Now, its ability to galvanise activity is constrained by limited fiscal space and a relatively high debt load, according to OCBC’s Wiranto. “The government may remain reluctant to undertake a ‘bazooka’-type fiscal largesse, given the external constraints imposed by the market,” he said.
The ringgit’s rally versus the dollar has stalled amid fears that the lockdown and emergency could slow any rebound, with the currency dropping to a one-month low after Tuesday’s decree. The virus continues to run rampant, with the country recording its highest number of cases on record Tuesday at 3,309.
The government estimates the virus curve will flatten fully only in May, Health Director-General Noor Hisham Abdullah said Wednesday. Still, policy makers hope to avoid extending the lockdown if possible due to the negative impact on the economy, he said, adding that if people stay home during these two weeks and follow the rules, it may be possible to break the chain of transmission.
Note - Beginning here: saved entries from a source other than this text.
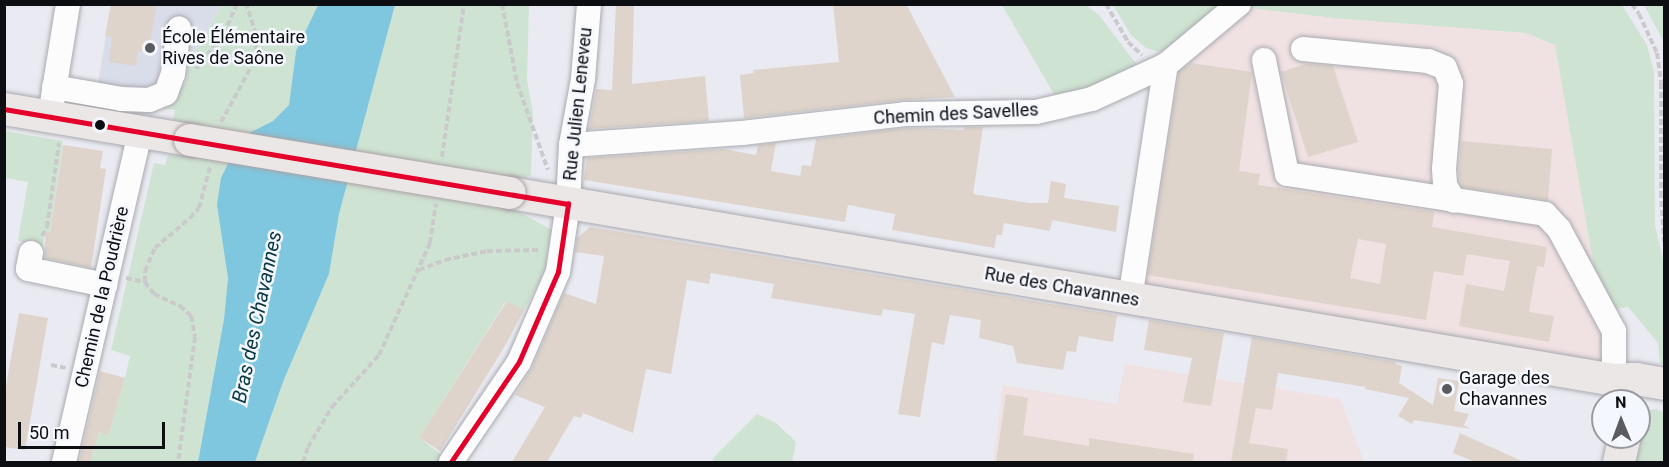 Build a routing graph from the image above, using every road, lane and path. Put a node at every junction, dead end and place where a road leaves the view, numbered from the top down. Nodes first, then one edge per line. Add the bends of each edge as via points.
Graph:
1 (68, 4) edge
2 (237, 4) edge
3 (464, 4) edge
4 (502, 4) edge
5 (589, 4) edge
6 (1106, 4) edge
7 (1239, 4) edge
8 (1632, 4) edge
9 (179, 28) dead end
10 (1303, 49) dead end
11 (1264, 60) dead end
12 (1166, 65) junction
13 (173, 74) junction
14 (56, 108) junction
15 (4, 109) edge
16 (140, 132) junction
17 (572, 145) junction
18 (441, 164) dead end
19 (568, 192) junction
20 (437, 198) dead end
21 (1454, 201) junction
22 (1665, 242) edge
23 (31, 253) joint
24 (561, 255) junction
25 (419, 270) junction
26 (107, 279) junction
27 (1130, 299) junction
28 (1665, 384) edge
29 (1615, 389) edge
30 (1620, 389) edge
31 (1621, 389) edge
32 (64, 462) edge
33 (178, 462) edge
34 (303, 462) edge
35 (451, 462) edge

1 - 14 street
2 - 13 path via 224,34 209,55 194,70
3 - 18 path
4 - 19 path via 526,114 549,172
5 - 17 street, Rue Julien Leneveu via 583,79
6 - 12 path via 1128,42 1146,59
7 - 12 street, Chemin des Savelles
8 - 22 path via 1657,53
9 - 13 street
10 - 21 street via 1428,61 1445,68 1451,84 1445,185
11 - 21 street via 1287,174
12 - 17 street, Chemin des Savelles via 1092,99 1036,112 905,114 742,134
12 - 27 street
13 - 14 street via 166,93 149,100 122,99
14 - 15 main road, Rue des Chavannes
14 - 16 main road, Rue des Chavannes
14 - 23 path via 46,227
16 - 19 main road, Rue des Chavannes, bridge via 510,193
16 - 26 street, Chemin de la Poudrière
17 - 19 street, Rue Julien Leneveu
19 - 24 street, Rue Julien Leneveu
19 - 27 main road, Rue des Chavannes
20 - 25 path via 430,243
21 - 30 street via 1545,214 1559,229 1614,331
23 - 26 street via 28,269
24 - 25 path via 533,248 487,251
24 - 35 street, Rue Julien Leneveu via 558,272 519,362
25 - 34 path via 379,355 332,407
26 - 32 street, Chemin de la Poudrière
26 - 33 path via 145,282 154,294 191,316 195,337
27 - 29 main road, Rue des Chavannes
28 - 31 main road via 1636,379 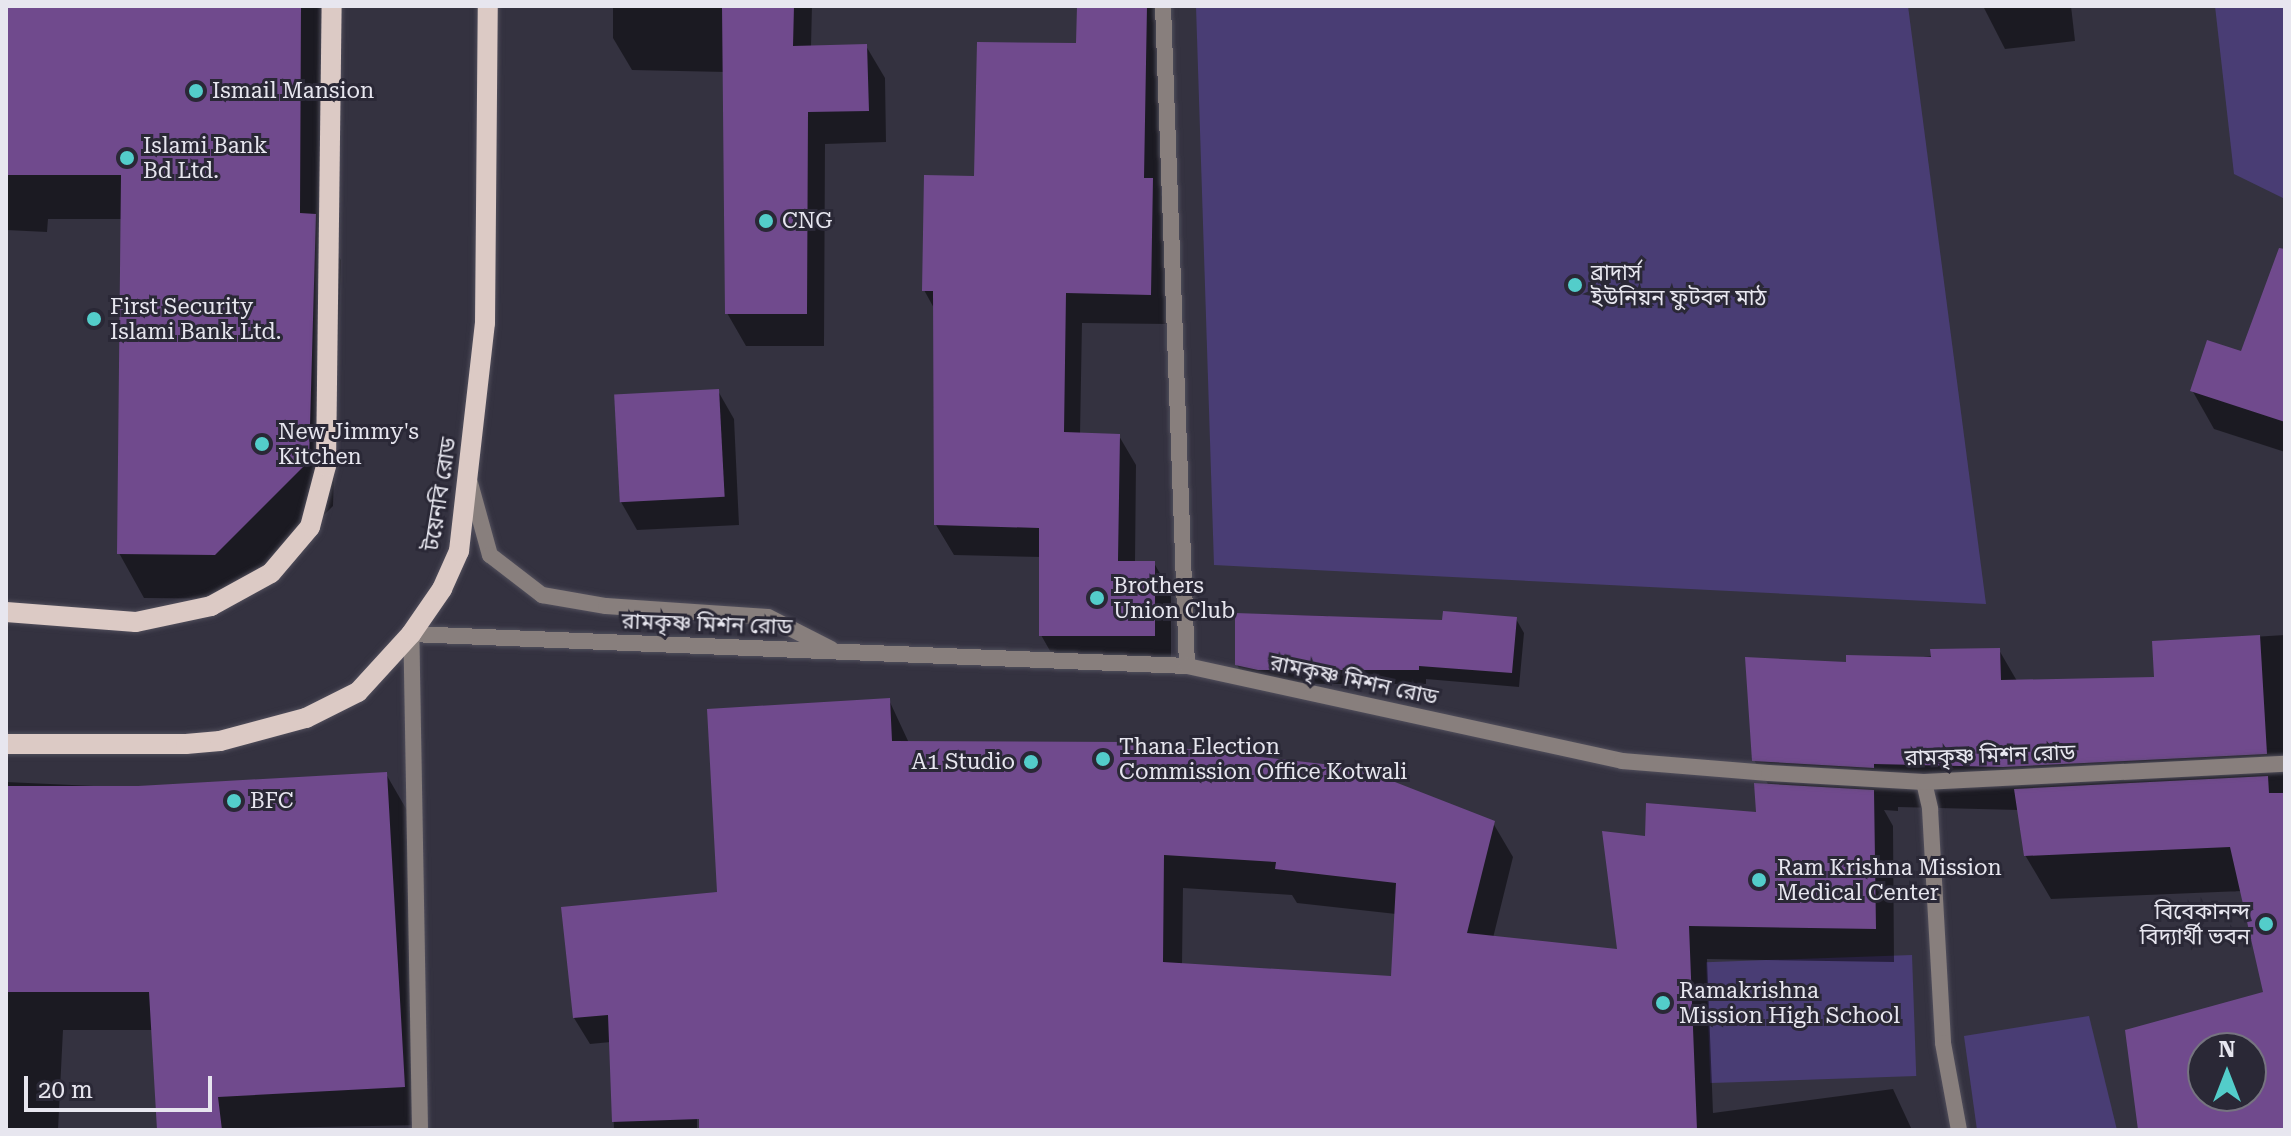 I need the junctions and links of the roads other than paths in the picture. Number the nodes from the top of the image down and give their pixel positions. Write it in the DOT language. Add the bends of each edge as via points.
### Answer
graph roads {
  1 [pos="332,6"];
  2 [pos="488,6"];
  3 [pos="1163,6"];
  4 [pos="470,483"];
  5 [pos="6,612"];
  6 [pos="411,634"];
  7 [pos="836,651"];
  8 [pos="1187,666"];
  9 [pos="6,744"];
  10 [pos="2285,764"];
  11 [pos="1924,782"];
  12 [pos="420,1130"];
  13 [pos="1959,1130"];
  1 -- 5 [label="main road" via="326,466 310,527 271,573 211,606 136,622"];
  2 -- 4 [label="main road, টয়েনবি রোড" via="485,323"];
  3 -- 8 [label="street"];
  4 -- 6 [label="main road, টয়েনবি রোড" via="459,551"];
  4 -- 7 [label="street" via="490,555 542,595 606,606 768,617"];
  6 -- 7 [label="street, রামকৃষ্ণ মিশন রোড"];
  6 -- 9 [label="main road, টয়েনবি রোড" via="358,692 306,718 264,730 186,744"];
  6 -- 12 [label="street"];
  7 -- 8 [label="street, রামকৃষ্ণ মিশন রোড"];
  8 -- 11 [label="street, রামকৃষ্ণ মিশন রোড" via="1622,761"];
  10 -- 11 [label="street, রামকৃষ্ণ মিশন রোড"];
  11 -- 13 [label="street" via="1930,809 1941,1028"];
}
Tamara Mast Henderson, Asean economist for Bloomberg Economics, said she’s maintaining her forecast for the economy to contract 1.1 per cent year-on-year in the first quarter, while waiting to see if the lockdown is extended beyond the initial two weeks.
The renewed lockdown means monetary policy may have to do more of the heavy lifting to revive the economy. OCBC sees a “heightened chance” Bank Negara Malaysia will cut its overnight policy rate by 25 basis points to a record-low 1.5 per cent at its Jan 20 meeting.
Analysts at Hong Leong Investment Bank and Citibank were more conservative. While both believe the odds have risen for a rate cut this year, they don’t expect one next week.
The overnight rate “is likely to stay pat until the extent and impact of renewed lockdown is known with greater clarity,” Hong Leong analysts wrote in a research note.